ACTIVITY: All of the data is to be written out again exactly, without the pictures.

[Collected data]
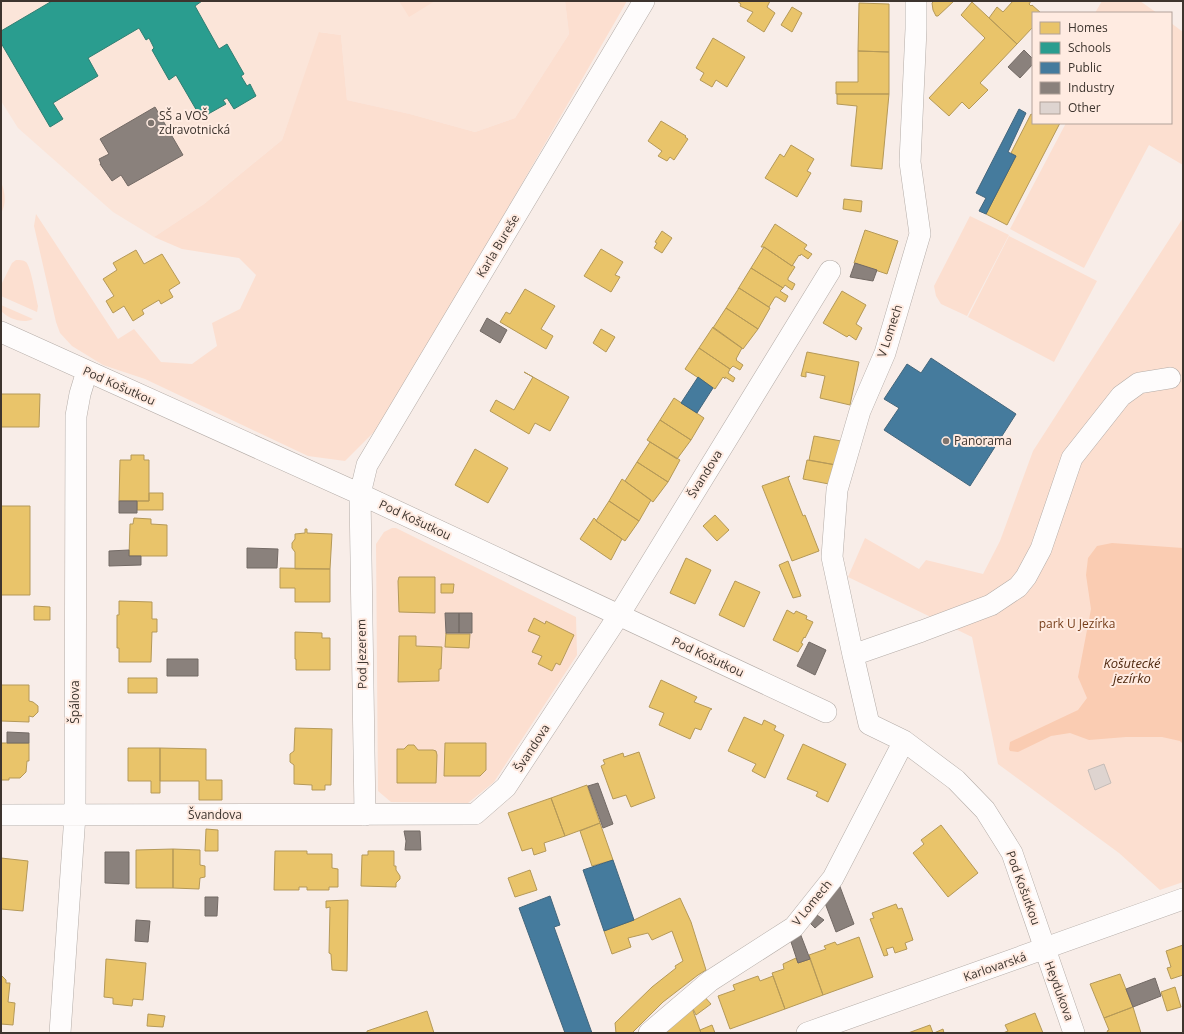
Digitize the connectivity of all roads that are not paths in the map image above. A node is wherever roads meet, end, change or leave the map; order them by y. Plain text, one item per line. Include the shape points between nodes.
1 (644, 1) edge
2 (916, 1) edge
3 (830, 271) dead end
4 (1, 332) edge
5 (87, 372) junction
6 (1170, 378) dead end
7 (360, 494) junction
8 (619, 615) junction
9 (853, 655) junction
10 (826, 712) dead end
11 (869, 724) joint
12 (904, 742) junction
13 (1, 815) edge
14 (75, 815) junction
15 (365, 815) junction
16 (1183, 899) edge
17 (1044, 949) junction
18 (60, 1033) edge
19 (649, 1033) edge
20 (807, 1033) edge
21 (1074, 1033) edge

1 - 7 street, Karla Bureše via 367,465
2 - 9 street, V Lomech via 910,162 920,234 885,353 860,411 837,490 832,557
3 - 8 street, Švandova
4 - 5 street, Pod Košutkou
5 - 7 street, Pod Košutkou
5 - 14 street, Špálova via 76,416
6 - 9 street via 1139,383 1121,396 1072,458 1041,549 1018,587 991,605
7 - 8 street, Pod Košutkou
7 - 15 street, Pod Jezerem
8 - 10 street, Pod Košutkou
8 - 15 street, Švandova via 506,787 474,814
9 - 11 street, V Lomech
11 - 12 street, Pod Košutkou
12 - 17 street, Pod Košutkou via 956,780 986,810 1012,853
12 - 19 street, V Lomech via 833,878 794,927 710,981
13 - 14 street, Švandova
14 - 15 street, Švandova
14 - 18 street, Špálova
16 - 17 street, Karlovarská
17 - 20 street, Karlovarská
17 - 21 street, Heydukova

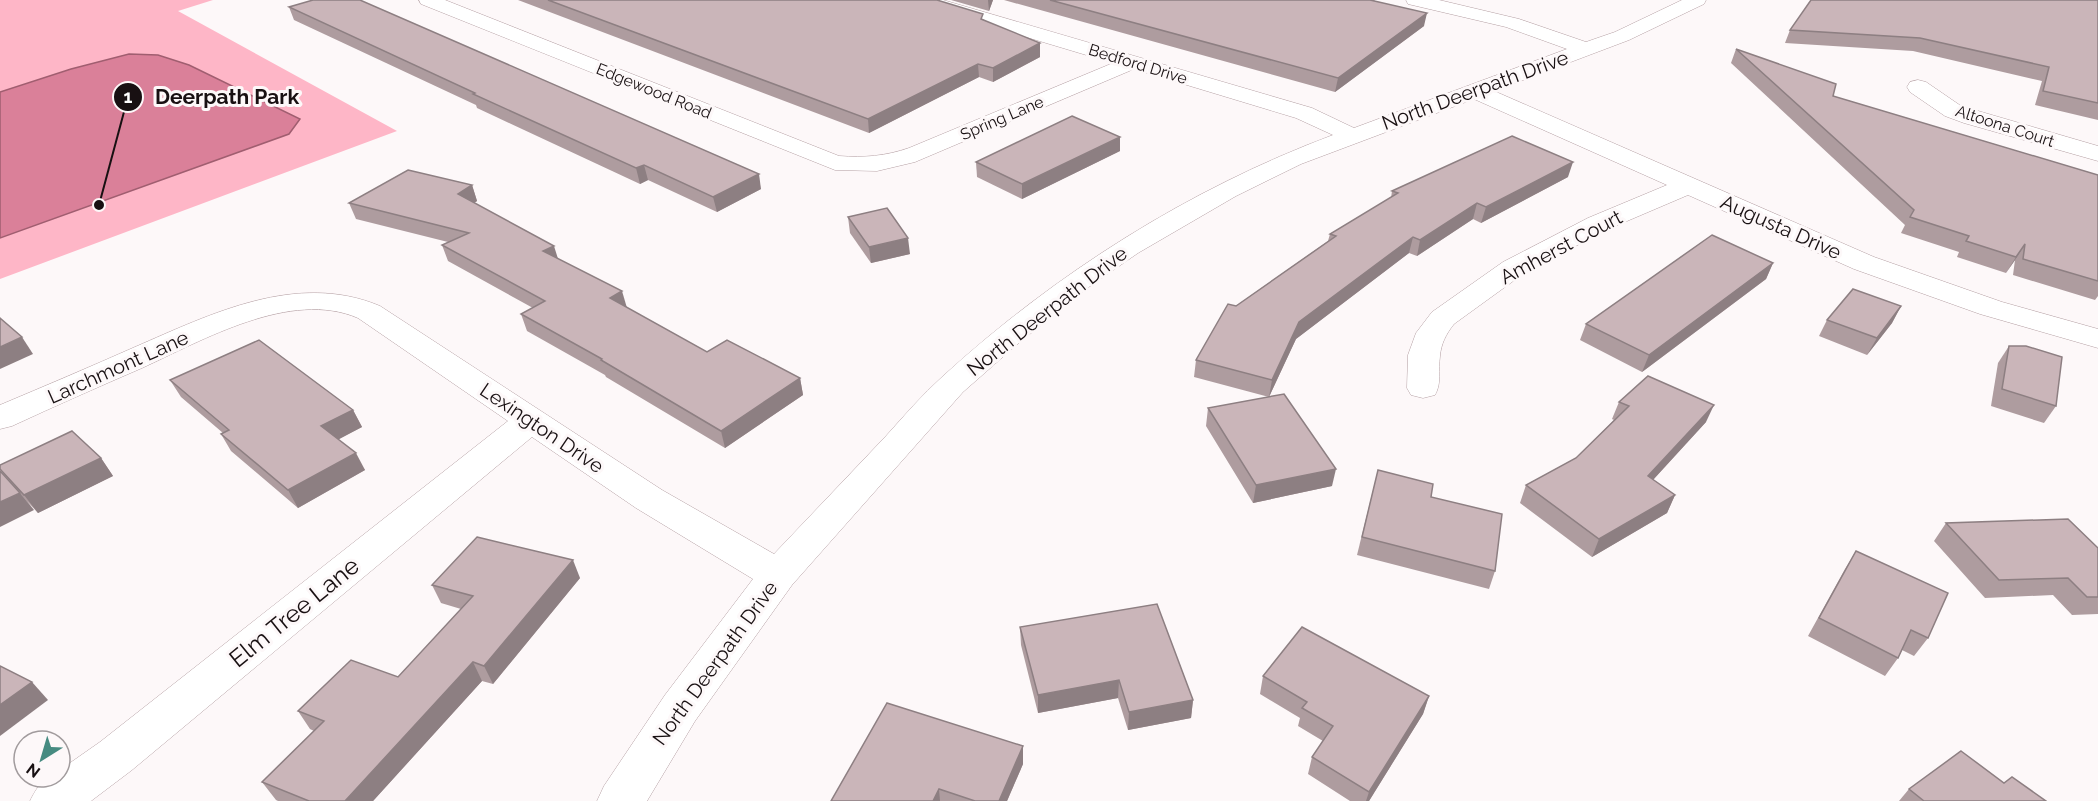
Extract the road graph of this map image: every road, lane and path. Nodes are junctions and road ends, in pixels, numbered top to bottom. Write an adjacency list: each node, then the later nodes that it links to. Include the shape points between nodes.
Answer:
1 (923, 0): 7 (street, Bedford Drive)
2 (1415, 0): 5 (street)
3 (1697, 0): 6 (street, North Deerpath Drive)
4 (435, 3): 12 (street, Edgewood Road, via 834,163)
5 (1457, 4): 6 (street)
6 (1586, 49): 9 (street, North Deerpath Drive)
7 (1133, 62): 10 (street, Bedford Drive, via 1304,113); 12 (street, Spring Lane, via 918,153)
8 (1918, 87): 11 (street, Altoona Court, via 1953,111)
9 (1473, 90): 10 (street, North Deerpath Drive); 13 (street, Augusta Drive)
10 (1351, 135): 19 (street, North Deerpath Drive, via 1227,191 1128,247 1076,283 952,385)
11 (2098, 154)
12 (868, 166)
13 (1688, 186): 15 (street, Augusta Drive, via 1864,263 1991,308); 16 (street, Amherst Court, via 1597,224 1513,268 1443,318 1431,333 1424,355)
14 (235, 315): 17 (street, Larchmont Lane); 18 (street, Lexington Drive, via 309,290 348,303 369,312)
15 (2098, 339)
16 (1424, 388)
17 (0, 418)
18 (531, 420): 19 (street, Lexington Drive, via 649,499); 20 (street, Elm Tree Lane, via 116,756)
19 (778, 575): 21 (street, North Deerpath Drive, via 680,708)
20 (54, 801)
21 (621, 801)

REPLY TO THE EXERCISE:
Digitize the connectivity of all roads that are not paths in the map image above. A node is wherever roads meet, end, change or leave the map; order them by y. Plain text, one item per line. Include the shape points between nodes.
1 (644, 1) edge
2 (916, 1) edge
3 (830, 271) dead end
4 (1, 332) edge
5 (87, 372) junction
6 (1170, 378) dead end
7 (360, 494) junction
8 (619, 615) junction
9 (853, 655) junction
10 (826, 712) dead end
11 (869, 724) joint
12 (904, 742) junction
13 (1, 815) edge
14 (75, 815) junction
15 (365, 815) junction
16 (1183, 899) edge
17 (1044, 949) junction
18 (60, 1033) edge
19 (649, 1033) edge
20 (807, 1033) edge
21 (1074, 1033) edge

1 - 7 street, Karla Bureše via 367,465
2 - 9 street, V Lomech via 910,162 920,234 885,353 860,411 837,490 832,557
3 - 8 street, Švandova
4 - 5 street, Pod Košutkou
5 - 7 street, Pod Košutkou
5 - 14 street, Špálova via 76,416
6 - 9 street via 1139,383 1121,396 1072,458 1041,549 1018,587 991,605
7 - 8 street, Pod Košutkou
7 - 15 street, Pod Jezerem
8 - 10 street, Pod Košutkou
8 - 15 street, Švandova via 506,787 474,814
9 - 11 street, V Lomech
11 - 12 street, Pod Košutkou
12 - 17 street, Pod Košutkou via 956,780 986,810 1012,853
12 - 19 street, V Lomech via 833,878 794,927 710,981
13 - 14 street, Švandova
14 - 15 street, Švandova
14 - 18 street, Špálova
16 - 17 street, Karlovarská
17 - 20 street, Karlovarská
17 - 21 street, Heydukova

Extract the road graph of this map image: every road, lane and path. Nodes are junctions and road ends, in pixels, numbered top to bottom. Write an adjacency list: each node, then the later nodes that it links to. Include the shape points between nodes.
Answer:
1 (923, 0): 7 (street, Bedford Drive)
2 (1415, 0): 5 (street)
3 (1697, 0): 6 (street, North Deerpath Drive)
4 (435, 3): 12 (street, Edgewood Road, via 834,163)
5 (1457, 4): 6 (street)
6 (1586, 49): 9 (street, North Deerpath Drive)
7 (1133, 62): 10 (street, Bedford Drive, via 1304,113); 12 (street, Spring Lane, via 918,153)
8 (1918, 87): 11 (street, Altoona Court, via 1953,111)
9 (1473, 90): 10 (street, North Deerpath Drive); 13 (street, Augusta Drive)
10 (1351, 135): 19 (street, North Deerpath Drive, via 1227,191 1128,247 1076,283 952,385)
11 (2098, 154)
12 (868, 166)
13 (1688, 186): 15 (street, Augusta Drive, via 1864,263 1991,308); 16 (street, Amherst Court, via 1597,224 1513,268 1443,318 1431,333 1424,355)
14 (235, 315): 17 (street, Larchmont Lane); 18 (street, Lexington Drive, via 309,290 348,303 369,312)
15 (2098, 339)
16 (1424, 388)
17 (0, 418)
18 (531, 420): 19 (street, Lexington Drive, via 649,499); 20 (street, Elm Tree Lane, via 116,756)
19 (778, 575): 21 (street, North Deerpath Drive, via 680,708)
20 (54, 801)
21 (621, 801)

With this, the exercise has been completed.